Unmentioned by the state was Crampton-Brophy’s 2011 blog post titled “How to Murder Your Husband” in which she said that a wife who kills her husband must “be organized, ruthless and very clever” because she is likely to become the prime suspect.

“After all, if the murder is supposed to set me free, I certainly don’t want to spend any time in jail,” Crampton-Brophy wrote. “And let me say clearly for the record, I don’t like jumpsuits and orange isn’t my color.”

Judge Christopher Ramras prohibited prosecutors from citing that essay on day one of the trial.

On the morning of June 2, 2018, Daniel Brophy, a professional chef by training, was shot twice inside the kitchen of a culinary institute where he worked. His students discovered his body as they arrived for class.

There were no cameras in or on the building where the victim taught. There were no witnesses tying his wife to the crime.

Crampton-Brophy told police that she only woke up on the morning in question when her husband came upstairs to take a shower after feeding their chickens and walking their dogs. The last thing the couple had talked about that morning, the defendant said, was a leak in the sink.

“At that point, what we considered Ms. Crampton Brophy was a grieving spouse that just learned her husband had been brutally murdered by a handgun,” Portland Police Bureau Detective Anthony Merrill told jurors, according to The New York Times. “We felt sad for her.”

But then police found some security cameras after all.

While the school itself was lacking surveillance devices, a pizza restaurant across the street did. And on that footage was a van—Crampton-Brophy’s van, actually, driving in the area right around the time when police believe her husband would have been murdered that day.

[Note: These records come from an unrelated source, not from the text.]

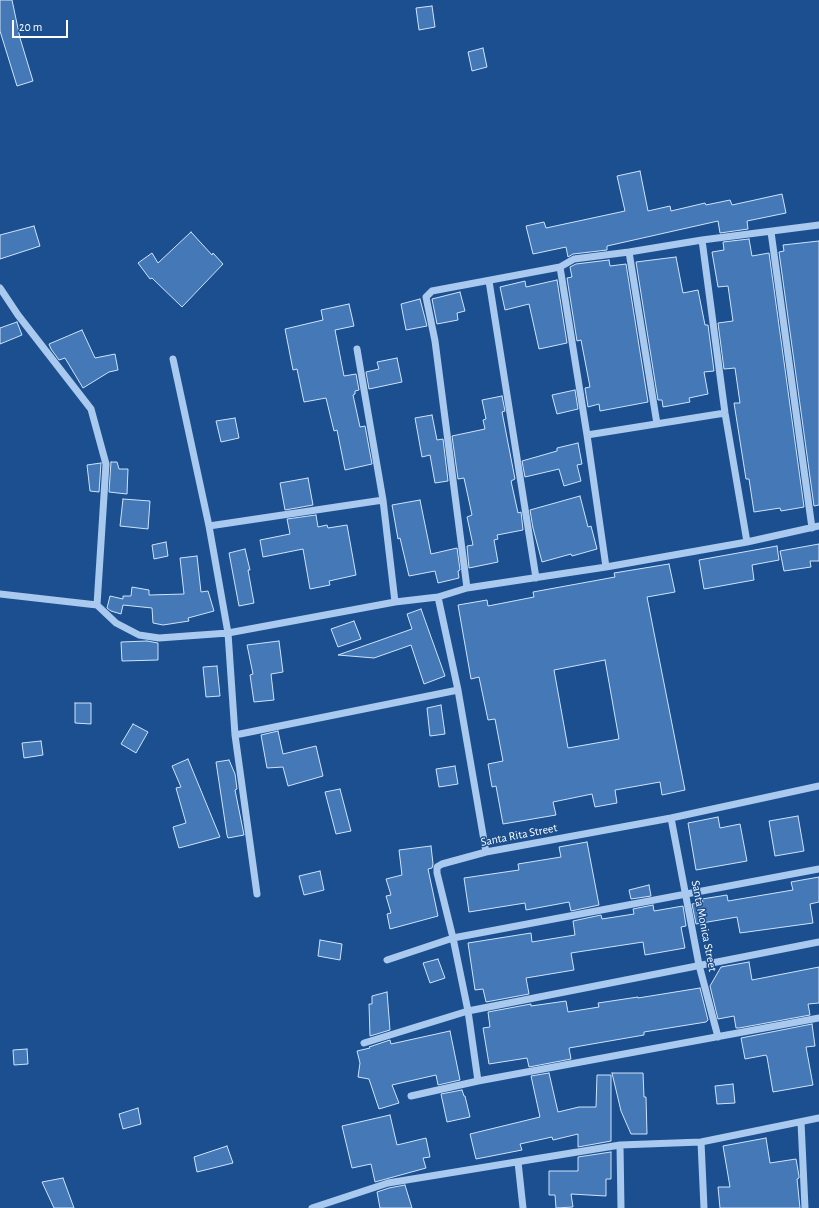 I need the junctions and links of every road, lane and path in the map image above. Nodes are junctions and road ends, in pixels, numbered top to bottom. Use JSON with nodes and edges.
{"nodes":[{"id":1,"x":819,"y":225,"type":"edge"},
{"id":2,"x":771,"y":232,"type":"junction"},
{"id":3,"x":702,"y":240,"type":"junction"},
{"id":4,"x":629,"y":252,"type":"junction"},
{"id":5,"x":560,"y":267,"type":"junction"},
{"id":6,"x":489,"y":281,"type":"junction"},
{"id":7,"x":0,"y":288,"type":"edge"},
{"id":8,"x":357,"y":349,"type":"dead end"},
{"id":9,"x":173,"y":359,"type":"dead end"},
{"id":10,"x":725,"y":413,"type":"junction"},
{"id":11,"x":657,"y":424,"type":"junction"},
{"id":12,"x":587,"y":435,"type":"junction"},
{"id":13,"x":382,"y":500,"type":"junction"},
{"id":14,"x":209,"y":526,"type":"junction"},
{"id":15,"x":815,"y":527,"type":"edge"},
{"id":16,"x":747,"y":542,"type":"junction"},
{"id":17,"x":606,"y":567,"type":"junction"},
{"id":18,"x":536,"y":578,"type":"junction"},
{"id":19,"x":467,"y":588,"type":"junction"},
{"id":20,"x":0,"y":594,"type":"edge"},
{"id":21,"x":438,"y":597,"type":"junction"},
{"id":22,"x":395,"y":602,"type":"junction"},
{"id":23,"x":97,"y":605,"type":"junction"},
{"id":24,"x":228,"y":633,"type":"junction"},
{"id":25,"x":458,"y":690,"type":"junction"},
{"id":26,"x":235,"y":735,"type":"junction"},
{"id":27,"x":819,"y":786,"type":"edge"},
{"id":28,"x":671,"y":818,"type":"junction"},
{"id":29,"x":486,"y":852,"type":"junction"},
{"id":30,"x":819,"y":869,"type":"edge"},
{"id":31,"x":257,"y":894,"type":"dead end"},
{"id":32,"x":686,"y":894,"type":"junction"},
{"id":33,"x":453,"y":938,"type":"junction"},
{"id":34,"x":819,"y":942,"type":"edge"},
{"id":35,"x":387,"y":960,"type":"dead end"},
{"id":36,"x":699,"y":965,"type":"junction"},
{"id":37,"x":468,"y":1011,"type":"junction"},
{"id":38,"x":819,"y":1018,"type":"edge"},
{"id":39,"x":718,"y":1036,"type":"junction"},
{"id":40,"x":364,"y":1043,"type":"dead end"},
{"id":41,"x":478,"y":1080,"type":"junction"},
{"id":42,"x":411,"y":1096,"type":"dead end"},
{"id":43,"x":819,"y":1118,"type":"edge"},
{"id":44,"x":801,"y":1122,"type":"junction"},
{"id":45,"x":701,"y":1142,"type":"junction"},
{"id":46,"x":620,"y":1145,"type":"junction"},
{"id":47,"x":518,"y":1162,"type":"junction"},
{"id":48,"x":312,"y":1208,"type":"edge"},
{"id":49,"x":523,"y":1208,"type":"edge"},
{"id":50,"x":621,"y":1208,"type":"edge"},
{"id":51,"x":704,"y":1208,"type":"edge"},
{"id":52,"x":805,"y":1208,"type":"edge"}],
"edges":[{"from":1,"to":2,"type":"street"},
{"from":2,"to":3,"type":"street"},
{"from":2,"to":15,"type":"street"},
{"from":3,"to":4,"type":"street"},
{"from":3,"to":10,"type":"street"},
{"from":4,"to":5,"type":"street"},
{"from":4,"to":11,"type":"street"},
{"from":5,"to":6,"type":"street"},
{"from":5,"to":12,"type":"street"},
{"from":6,"to":18,"type":"street"},
{"from":6,"to":19,"type":"street"},
{"from":7,"to":23,"type":"street"},
{"from":8,"to":13,"type":"street"},
{"from":9,"to":14,"type":"street"},
{"from":10,"to":11,"type":"street"},
{"from":10,"to":16,"type":"street"},
{"from":11,"to":12,"type":"street"},
{"from":12,"to":17,"type":"street"},
{"from":13,"to":14,"type":"street"},
{"from":13,"to":22,"type":"street"},
{"from":14,"to":24,"type":"street"},
{"from":15,"to":16,"type":"street"},
{"from":16,"to":17,"type":"street"},
{"from":17,"to":18,"type":"street"},
{"from":18,"to":19,"type":"street"},
{"from":19,"to":21,"type":"street"},
{"from":20,"to":23,"type":"street"},
{"from":21,"to":22,"type":"street"},
{"from":21,"to":25,"type":"street"},
{"from":22,"to":24,"type":"street"},
{"from":23,"to":24,"type":"street"},
{"from":24,"to":26,"type":"street"},
{"from":25,"to":26,"type":"street"},
{"from":25,"to":29,"type":"street"},
{"from":26,"to":31,"type":"street"},
{"from":27,"to":28,"type":"street","name":"Santa Rita Street"},
{"from":28,"to":29,"type":"street","name":"Santa Rita Street"},
{"from":28,"to":32,"type":"street","name":"Santa Monica Street"},
{"from":29,"to":33,"type":"street","name":"Santa Rita Street"},
{"from":30,"to":32,"type":"street"},
{"from":32,"to":33,"type":"street"},
{"from":32,"to":36,"type":"street","name":"Santa Monica Street"},
{"from":33,"to":35,"type":"street"},
{"from":33,"to":37,"type":"street","name":"Santa Rita Street"},
{"from":34,"to":36,"type":"street"},
{"from":36,"to":37,"type":"street"},
{"from":36,"to":39,"type":"street","name":"Santa Monica Street"},
{"from":37,"to":40,"type":"street"},
{"from":37,"to":41,"type":"street","name":"Santa Rita Street"},
{"from":38,"to":39,"type":"street"},
{"from":39,"to":41,"type":"street"},
{"from":41,"to":42,"type":"street"},
{"from":43,"to":44,"type":"street"},
{"from":44,"to":45,"type":"street"},
{"from":44,"to":52,"type":"street"},
{"from":45,"to":46,"type":"street"},
{"from":45,"to":51,"type":"street"},
{"from":46,"to":47,"type":"street"},
{"from":46,"to":50,"type":"street"},
{"from":47,"to":48,"type":"street"},
{"from":47,"to":49,"type":"street"}]}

That Toyota minivan was then spotted in multiple different surveillance footage clips from around the same area. It first appeared just before 6:40 a.m., when the defendant had told police she was still in bed. Then the van appeared on a hill overlooking the culinary institute. Just before 7:10 a.m., the van was parked right next to the school.

Prosecutors argued—and jurors agreed—that Crampton-Brophy was behind the wheel; that she was behind the plot; that she was behind the entire scheme.

Testifying in her own defense at the Multnomah County Circuit Court, the defendant admitted her prior inconsistency to police, insisting she had forgotten about being in the downtown area due to the traumatic nature of the news she would later receive.

“I’m reconstructing this,” Crampton-Brophy told jurors. “But I’m reconstructing this based upon what I know in my heart. And what I know in my heart is the reason why I have no memory is because I was stunned by the fact Dan was dead and I wouldn’t have been stunned if I’d been in the building and shot him.”

The author of such self-published works as The Wrong Husband, The Wrong CopThe Wrong SEAL, and Hell on the Heart obliquely referenced her literary career while defending herself, implying that she was actually incapable of plotting the perfect crime.

“An editor would laugh and say, ‘I think you need to work harder on this story. You have kind of a big hole in it,’” she testified.

Crampton-Brophy went on to say that she was driving around the area near the school for “a full hour” before her husband was killed. She suggested she was probably getting coffee or writing but admitted there was no record of that happening. She said she probably used cash to pay for her Starbucks that day–explaining that she didn’t have her card or phone at the time because she wasn’t wearing a bra.

“I was driving around for a full hour before Dan got murdered, I was down there before Dan ever got to school,” Crampton-Brophy said. “I was driving around writing for a full hour, I was only in that vicinity for six minutes.”

Whether it was really just six minutes or whether it was more, jurors believed Crampton-Brophy was there long enough, and convicted her of murder in the second degree after roughly two days of deliberations, KGW reports.

“I feel like through the trial Portland has learned that our son was a great guy, and we really miss him,” Karen Brophy told the TV station, “and it’s been a heartwarming experience in that way to know how much people thought of him, and what a great guy he really was.”

Crampton-Brophy is currently slated to be sentenced on June 13, 2022. She faces life in prison.